> **EXERCISE DETAILS**
Which lines of the material hold the word "Songpyeong"? Copy each one.
▼▼▼
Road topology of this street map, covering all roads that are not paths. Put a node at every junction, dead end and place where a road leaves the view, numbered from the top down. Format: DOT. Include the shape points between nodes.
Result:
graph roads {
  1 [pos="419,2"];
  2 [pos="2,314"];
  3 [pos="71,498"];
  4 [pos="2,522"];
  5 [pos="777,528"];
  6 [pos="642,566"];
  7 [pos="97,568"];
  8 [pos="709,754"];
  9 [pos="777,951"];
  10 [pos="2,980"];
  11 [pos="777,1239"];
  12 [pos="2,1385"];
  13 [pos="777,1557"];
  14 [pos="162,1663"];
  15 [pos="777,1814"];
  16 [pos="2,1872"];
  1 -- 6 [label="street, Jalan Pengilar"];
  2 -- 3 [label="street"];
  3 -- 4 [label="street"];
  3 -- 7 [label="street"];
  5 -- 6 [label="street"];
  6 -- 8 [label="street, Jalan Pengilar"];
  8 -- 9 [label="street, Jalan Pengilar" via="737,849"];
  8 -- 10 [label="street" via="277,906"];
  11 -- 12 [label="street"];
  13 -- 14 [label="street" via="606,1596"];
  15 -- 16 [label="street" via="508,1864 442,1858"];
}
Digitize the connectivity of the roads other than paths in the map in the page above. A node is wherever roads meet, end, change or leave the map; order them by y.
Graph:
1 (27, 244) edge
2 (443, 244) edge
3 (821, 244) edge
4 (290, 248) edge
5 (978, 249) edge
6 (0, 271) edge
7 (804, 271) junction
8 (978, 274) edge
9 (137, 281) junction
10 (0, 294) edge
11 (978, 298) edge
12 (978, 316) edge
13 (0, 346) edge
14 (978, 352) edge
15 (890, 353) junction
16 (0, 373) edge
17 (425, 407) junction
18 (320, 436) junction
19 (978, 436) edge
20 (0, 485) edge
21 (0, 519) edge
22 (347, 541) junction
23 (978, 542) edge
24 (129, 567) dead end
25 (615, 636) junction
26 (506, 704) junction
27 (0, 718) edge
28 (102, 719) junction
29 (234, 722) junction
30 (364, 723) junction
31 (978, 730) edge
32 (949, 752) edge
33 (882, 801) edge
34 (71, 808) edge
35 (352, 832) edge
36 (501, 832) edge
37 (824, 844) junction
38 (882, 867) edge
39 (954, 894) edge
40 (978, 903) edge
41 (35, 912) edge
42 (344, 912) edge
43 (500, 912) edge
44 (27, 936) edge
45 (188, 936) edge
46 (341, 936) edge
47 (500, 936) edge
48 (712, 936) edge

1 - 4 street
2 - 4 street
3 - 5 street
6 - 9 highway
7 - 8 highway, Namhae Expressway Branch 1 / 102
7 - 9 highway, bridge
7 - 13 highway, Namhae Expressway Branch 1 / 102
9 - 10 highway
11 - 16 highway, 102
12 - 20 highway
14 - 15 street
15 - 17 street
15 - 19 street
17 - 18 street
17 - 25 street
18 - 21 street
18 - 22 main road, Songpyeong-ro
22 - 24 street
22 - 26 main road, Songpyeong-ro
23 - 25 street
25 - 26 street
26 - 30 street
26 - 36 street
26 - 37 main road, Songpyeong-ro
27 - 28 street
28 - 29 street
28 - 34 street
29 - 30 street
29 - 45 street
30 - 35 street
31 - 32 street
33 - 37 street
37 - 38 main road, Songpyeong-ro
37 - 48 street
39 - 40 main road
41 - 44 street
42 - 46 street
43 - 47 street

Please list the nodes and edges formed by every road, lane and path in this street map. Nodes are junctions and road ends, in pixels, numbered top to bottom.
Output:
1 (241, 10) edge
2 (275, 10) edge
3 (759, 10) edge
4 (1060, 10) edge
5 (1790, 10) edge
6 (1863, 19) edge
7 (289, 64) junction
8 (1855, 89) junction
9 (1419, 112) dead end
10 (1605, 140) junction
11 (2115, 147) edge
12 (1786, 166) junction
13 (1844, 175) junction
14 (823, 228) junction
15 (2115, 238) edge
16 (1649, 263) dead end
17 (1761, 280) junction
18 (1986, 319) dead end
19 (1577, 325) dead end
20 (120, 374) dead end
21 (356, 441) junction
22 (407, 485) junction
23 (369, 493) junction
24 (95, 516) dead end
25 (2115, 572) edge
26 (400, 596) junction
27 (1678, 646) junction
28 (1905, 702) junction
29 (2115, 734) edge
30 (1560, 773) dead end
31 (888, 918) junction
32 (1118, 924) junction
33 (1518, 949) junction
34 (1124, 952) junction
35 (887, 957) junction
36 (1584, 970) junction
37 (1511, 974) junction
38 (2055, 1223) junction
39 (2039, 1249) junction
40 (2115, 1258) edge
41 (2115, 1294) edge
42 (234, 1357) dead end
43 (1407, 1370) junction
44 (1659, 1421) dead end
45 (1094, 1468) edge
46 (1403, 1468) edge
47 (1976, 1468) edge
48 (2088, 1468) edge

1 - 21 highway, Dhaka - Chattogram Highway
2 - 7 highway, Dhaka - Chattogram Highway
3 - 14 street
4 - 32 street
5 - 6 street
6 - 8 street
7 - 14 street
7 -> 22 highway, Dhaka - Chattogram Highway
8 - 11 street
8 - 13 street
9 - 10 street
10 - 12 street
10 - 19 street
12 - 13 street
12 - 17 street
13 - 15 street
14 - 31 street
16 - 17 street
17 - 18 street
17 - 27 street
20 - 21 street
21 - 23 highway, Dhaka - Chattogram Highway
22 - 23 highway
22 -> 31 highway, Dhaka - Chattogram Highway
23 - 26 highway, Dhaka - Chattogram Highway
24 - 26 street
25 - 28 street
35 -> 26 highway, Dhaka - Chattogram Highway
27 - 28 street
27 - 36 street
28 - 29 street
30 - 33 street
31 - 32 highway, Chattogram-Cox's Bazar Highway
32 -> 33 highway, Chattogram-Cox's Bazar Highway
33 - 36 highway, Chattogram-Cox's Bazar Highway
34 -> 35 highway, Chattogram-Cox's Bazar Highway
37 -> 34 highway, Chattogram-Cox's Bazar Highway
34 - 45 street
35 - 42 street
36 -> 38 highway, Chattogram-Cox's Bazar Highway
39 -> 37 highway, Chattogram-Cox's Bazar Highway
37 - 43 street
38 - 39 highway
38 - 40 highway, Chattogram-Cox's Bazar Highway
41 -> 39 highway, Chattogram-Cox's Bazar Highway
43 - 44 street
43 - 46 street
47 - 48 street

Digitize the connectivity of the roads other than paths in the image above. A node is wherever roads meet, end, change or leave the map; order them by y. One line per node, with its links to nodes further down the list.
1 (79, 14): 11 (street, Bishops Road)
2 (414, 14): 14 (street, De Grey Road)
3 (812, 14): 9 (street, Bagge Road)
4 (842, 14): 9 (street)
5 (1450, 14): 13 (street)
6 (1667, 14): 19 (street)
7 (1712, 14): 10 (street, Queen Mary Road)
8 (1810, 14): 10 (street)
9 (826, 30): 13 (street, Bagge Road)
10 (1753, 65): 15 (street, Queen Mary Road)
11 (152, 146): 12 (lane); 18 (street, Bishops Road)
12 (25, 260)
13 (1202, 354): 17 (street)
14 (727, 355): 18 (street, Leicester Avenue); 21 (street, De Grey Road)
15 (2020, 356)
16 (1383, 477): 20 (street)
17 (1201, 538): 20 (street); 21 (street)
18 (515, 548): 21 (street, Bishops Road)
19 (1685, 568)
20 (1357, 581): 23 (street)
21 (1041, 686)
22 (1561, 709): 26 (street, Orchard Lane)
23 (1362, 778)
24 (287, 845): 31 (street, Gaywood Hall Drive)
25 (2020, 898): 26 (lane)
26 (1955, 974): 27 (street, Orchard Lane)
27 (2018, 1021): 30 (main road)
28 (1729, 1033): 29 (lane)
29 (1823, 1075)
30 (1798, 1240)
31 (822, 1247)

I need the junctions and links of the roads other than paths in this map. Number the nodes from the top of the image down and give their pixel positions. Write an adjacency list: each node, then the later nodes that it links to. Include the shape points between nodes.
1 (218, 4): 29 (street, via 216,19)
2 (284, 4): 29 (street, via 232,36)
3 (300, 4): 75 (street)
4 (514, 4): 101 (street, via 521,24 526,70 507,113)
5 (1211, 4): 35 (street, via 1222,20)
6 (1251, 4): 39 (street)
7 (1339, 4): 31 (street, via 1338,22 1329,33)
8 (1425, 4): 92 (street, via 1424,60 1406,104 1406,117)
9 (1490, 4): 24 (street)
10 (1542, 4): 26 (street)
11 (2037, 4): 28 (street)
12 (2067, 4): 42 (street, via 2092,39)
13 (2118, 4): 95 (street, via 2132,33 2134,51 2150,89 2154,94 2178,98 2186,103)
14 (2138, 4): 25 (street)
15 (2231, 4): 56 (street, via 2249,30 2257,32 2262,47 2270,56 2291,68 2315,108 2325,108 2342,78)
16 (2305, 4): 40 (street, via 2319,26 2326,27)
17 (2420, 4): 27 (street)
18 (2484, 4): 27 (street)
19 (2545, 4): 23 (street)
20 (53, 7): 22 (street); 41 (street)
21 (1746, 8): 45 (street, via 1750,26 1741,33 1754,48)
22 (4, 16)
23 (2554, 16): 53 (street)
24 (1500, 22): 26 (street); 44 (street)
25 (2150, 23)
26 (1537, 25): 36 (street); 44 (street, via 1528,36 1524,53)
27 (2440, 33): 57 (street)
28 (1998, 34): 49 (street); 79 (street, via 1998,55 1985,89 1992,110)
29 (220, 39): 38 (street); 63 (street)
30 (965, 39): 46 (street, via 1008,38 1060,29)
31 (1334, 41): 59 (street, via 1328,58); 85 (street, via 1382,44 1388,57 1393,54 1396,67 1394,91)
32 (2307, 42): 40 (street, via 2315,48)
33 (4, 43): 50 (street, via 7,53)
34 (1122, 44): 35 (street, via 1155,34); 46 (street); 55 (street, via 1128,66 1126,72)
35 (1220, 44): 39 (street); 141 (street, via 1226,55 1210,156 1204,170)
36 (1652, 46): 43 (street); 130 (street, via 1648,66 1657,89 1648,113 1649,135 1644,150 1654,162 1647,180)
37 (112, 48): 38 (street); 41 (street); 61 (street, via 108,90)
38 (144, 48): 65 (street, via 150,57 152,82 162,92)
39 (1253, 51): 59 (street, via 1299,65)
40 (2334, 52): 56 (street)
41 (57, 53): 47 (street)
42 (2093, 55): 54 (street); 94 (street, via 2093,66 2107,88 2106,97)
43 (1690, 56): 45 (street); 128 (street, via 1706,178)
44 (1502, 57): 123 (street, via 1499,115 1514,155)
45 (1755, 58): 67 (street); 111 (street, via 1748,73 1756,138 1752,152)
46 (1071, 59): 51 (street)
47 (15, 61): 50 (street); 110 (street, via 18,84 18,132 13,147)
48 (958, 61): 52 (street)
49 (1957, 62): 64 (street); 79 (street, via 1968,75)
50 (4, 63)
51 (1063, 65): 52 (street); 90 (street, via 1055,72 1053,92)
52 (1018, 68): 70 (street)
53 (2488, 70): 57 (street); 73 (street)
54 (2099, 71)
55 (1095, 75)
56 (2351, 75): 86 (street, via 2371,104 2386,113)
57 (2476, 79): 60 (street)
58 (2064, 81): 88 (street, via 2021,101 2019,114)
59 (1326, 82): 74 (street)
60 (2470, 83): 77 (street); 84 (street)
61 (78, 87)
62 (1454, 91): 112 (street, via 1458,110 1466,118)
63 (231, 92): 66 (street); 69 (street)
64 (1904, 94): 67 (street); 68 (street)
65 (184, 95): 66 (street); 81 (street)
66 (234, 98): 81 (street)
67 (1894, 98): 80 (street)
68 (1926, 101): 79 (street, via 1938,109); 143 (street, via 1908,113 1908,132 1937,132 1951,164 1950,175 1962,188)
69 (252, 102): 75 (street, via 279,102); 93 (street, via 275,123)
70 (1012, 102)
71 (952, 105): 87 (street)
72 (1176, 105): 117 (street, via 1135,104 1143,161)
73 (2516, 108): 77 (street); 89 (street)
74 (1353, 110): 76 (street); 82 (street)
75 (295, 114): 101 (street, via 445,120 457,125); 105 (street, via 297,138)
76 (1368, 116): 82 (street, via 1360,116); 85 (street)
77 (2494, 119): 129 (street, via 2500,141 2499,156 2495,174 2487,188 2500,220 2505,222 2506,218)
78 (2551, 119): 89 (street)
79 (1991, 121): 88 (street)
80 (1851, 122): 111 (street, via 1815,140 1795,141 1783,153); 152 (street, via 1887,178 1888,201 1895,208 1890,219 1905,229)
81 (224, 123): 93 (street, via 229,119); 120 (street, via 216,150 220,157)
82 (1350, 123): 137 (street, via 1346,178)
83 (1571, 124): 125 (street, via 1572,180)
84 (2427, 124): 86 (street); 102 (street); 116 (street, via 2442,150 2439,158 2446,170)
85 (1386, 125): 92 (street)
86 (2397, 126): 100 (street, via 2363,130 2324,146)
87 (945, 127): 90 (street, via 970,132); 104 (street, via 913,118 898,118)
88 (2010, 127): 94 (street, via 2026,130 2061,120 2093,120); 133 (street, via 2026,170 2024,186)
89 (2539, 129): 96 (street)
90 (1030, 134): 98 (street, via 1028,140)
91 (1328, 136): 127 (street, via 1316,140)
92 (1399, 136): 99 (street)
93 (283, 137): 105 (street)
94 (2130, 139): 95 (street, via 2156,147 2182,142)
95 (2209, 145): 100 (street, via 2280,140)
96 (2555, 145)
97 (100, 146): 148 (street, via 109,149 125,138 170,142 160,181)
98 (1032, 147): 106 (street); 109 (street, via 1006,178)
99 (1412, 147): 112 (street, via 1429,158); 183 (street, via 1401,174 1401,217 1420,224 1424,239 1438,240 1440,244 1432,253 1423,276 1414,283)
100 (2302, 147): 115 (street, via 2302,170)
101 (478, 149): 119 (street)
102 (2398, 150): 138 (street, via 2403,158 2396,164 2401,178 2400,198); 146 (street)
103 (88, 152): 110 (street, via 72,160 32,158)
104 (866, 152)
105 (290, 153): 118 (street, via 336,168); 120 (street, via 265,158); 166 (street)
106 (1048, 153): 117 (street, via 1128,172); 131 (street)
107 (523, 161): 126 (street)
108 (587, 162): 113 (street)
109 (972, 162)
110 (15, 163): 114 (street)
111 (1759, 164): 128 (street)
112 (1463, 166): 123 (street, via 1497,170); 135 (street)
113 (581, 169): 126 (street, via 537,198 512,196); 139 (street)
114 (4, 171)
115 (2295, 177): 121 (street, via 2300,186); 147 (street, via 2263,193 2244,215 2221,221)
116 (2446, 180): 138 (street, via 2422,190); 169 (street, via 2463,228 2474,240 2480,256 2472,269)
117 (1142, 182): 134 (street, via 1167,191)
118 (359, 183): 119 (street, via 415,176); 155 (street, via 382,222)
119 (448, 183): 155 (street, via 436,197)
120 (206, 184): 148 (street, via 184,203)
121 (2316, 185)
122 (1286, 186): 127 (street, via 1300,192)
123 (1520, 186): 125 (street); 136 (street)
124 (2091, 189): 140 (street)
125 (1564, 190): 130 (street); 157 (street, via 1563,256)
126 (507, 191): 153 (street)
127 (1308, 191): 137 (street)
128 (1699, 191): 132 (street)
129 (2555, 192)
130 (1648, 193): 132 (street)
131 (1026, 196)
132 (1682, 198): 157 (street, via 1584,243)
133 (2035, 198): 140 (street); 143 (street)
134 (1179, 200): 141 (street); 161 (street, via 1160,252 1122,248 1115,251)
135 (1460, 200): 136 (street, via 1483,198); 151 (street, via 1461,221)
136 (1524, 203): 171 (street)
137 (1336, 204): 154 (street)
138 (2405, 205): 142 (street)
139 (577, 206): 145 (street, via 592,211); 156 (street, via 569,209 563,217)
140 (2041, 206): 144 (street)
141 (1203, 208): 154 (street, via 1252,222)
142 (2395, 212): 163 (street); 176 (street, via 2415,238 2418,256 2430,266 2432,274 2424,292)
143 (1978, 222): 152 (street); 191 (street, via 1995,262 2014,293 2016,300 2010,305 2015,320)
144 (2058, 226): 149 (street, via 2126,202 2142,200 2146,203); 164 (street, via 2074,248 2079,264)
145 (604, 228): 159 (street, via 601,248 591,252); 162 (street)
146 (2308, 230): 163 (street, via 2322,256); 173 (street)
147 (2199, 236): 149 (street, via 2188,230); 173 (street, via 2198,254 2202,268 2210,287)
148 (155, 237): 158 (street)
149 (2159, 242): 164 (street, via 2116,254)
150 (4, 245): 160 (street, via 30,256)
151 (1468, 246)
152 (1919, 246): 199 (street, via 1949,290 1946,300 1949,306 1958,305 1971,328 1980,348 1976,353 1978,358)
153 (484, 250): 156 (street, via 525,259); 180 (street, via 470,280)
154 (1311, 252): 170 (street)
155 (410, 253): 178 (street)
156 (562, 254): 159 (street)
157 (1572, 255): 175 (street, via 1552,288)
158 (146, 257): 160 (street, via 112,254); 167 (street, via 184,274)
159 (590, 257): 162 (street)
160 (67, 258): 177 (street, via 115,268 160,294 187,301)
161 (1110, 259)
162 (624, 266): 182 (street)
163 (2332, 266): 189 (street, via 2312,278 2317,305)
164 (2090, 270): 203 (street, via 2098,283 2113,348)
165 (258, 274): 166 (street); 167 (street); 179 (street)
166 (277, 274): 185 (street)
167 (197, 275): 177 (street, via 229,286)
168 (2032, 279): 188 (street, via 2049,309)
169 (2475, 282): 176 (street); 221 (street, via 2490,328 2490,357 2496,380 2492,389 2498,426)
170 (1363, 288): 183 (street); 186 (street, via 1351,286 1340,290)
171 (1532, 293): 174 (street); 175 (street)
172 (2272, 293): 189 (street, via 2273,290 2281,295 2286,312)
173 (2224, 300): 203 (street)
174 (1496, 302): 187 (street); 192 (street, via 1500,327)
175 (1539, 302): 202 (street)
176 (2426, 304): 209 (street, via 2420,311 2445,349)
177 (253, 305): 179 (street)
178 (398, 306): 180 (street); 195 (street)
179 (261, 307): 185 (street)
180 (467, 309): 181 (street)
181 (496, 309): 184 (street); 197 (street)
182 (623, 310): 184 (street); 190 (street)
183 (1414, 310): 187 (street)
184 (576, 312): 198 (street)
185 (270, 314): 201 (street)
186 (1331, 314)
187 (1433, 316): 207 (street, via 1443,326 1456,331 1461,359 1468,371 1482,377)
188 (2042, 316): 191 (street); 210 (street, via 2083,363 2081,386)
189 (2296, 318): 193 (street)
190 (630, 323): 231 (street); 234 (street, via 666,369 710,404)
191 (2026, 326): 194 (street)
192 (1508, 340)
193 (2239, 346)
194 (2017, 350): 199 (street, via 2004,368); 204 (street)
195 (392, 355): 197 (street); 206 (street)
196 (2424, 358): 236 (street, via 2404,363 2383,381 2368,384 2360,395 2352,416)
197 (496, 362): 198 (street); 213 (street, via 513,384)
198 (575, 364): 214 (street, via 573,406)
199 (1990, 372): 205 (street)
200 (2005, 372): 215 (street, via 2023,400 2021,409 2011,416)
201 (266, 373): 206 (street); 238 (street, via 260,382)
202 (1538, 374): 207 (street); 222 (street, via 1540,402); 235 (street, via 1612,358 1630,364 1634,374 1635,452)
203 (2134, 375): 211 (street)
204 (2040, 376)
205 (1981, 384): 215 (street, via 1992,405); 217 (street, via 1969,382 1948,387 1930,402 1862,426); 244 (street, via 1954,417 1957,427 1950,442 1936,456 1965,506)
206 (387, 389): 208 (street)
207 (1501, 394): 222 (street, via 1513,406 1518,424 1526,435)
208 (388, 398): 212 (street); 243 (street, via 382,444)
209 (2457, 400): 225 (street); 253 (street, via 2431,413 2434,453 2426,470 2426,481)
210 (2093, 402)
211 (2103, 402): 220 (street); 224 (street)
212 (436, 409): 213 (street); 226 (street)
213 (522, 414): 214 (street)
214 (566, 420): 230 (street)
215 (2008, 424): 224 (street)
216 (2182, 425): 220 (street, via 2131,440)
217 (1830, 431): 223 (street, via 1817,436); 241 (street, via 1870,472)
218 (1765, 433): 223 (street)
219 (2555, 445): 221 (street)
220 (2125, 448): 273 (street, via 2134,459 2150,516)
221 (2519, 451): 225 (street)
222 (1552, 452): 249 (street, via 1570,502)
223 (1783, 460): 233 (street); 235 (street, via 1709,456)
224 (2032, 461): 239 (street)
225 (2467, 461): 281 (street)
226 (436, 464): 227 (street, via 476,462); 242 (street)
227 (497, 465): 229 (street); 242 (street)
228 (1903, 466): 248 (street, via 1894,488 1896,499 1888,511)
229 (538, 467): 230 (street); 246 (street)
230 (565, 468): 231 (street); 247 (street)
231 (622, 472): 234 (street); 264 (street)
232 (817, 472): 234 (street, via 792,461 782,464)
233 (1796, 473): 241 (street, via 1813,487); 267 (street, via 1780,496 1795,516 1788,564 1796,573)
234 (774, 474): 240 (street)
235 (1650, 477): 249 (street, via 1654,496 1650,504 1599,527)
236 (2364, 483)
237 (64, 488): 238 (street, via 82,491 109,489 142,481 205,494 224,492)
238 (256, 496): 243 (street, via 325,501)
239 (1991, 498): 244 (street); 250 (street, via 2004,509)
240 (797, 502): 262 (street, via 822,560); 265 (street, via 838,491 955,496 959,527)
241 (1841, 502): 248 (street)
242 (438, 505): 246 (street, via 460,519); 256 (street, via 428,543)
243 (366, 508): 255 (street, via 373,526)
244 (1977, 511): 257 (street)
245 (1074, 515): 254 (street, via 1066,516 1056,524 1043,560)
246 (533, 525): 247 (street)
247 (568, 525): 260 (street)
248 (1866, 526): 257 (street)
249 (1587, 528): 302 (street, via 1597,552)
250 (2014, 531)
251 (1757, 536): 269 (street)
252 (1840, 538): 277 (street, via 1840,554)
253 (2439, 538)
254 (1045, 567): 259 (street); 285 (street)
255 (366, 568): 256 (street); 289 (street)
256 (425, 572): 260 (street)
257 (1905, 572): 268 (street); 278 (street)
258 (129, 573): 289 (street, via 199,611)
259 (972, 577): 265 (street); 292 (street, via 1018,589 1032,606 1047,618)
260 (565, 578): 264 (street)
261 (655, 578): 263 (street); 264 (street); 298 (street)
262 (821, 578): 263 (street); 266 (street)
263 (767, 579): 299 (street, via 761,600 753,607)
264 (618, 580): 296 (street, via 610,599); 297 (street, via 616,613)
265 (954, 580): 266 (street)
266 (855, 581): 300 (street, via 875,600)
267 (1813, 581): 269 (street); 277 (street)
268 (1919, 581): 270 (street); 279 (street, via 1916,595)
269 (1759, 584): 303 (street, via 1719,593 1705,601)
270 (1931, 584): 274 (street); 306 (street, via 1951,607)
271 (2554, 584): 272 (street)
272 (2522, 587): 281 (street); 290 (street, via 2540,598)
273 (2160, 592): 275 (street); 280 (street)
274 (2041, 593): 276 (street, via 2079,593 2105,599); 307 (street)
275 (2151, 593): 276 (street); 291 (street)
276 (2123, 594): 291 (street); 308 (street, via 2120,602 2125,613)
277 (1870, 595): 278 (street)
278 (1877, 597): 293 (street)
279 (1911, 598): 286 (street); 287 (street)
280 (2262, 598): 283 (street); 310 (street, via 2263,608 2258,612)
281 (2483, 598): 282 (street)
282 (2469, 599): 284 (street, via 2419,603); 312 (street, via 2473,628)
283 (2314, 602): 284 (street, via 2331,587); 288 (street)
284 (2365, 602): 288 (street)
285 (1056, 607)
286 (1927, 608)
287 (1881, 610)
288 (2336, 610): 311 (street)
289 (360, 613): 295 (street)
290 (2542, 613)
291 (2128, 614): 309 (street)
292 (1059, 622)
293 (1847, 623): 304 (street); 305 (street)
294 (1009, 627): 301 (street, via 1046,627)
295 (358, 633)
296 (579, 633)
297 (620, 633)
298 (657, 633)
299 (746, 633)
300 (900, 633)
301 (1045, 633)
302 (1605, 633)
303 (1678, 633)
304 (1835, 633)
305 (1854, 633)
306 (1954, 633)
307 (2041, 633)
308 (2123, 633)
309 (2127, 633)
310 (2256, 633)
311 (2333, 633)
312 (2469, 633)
▲▲▲
> **ANSWER SECTION**
18 - 22 main road, Songpyeong-ro
22 - 26 main road, Songpyeong-ro
26 - 37 main road, Songpyeong-ro
37 - 38 main road, Songpyeong-ro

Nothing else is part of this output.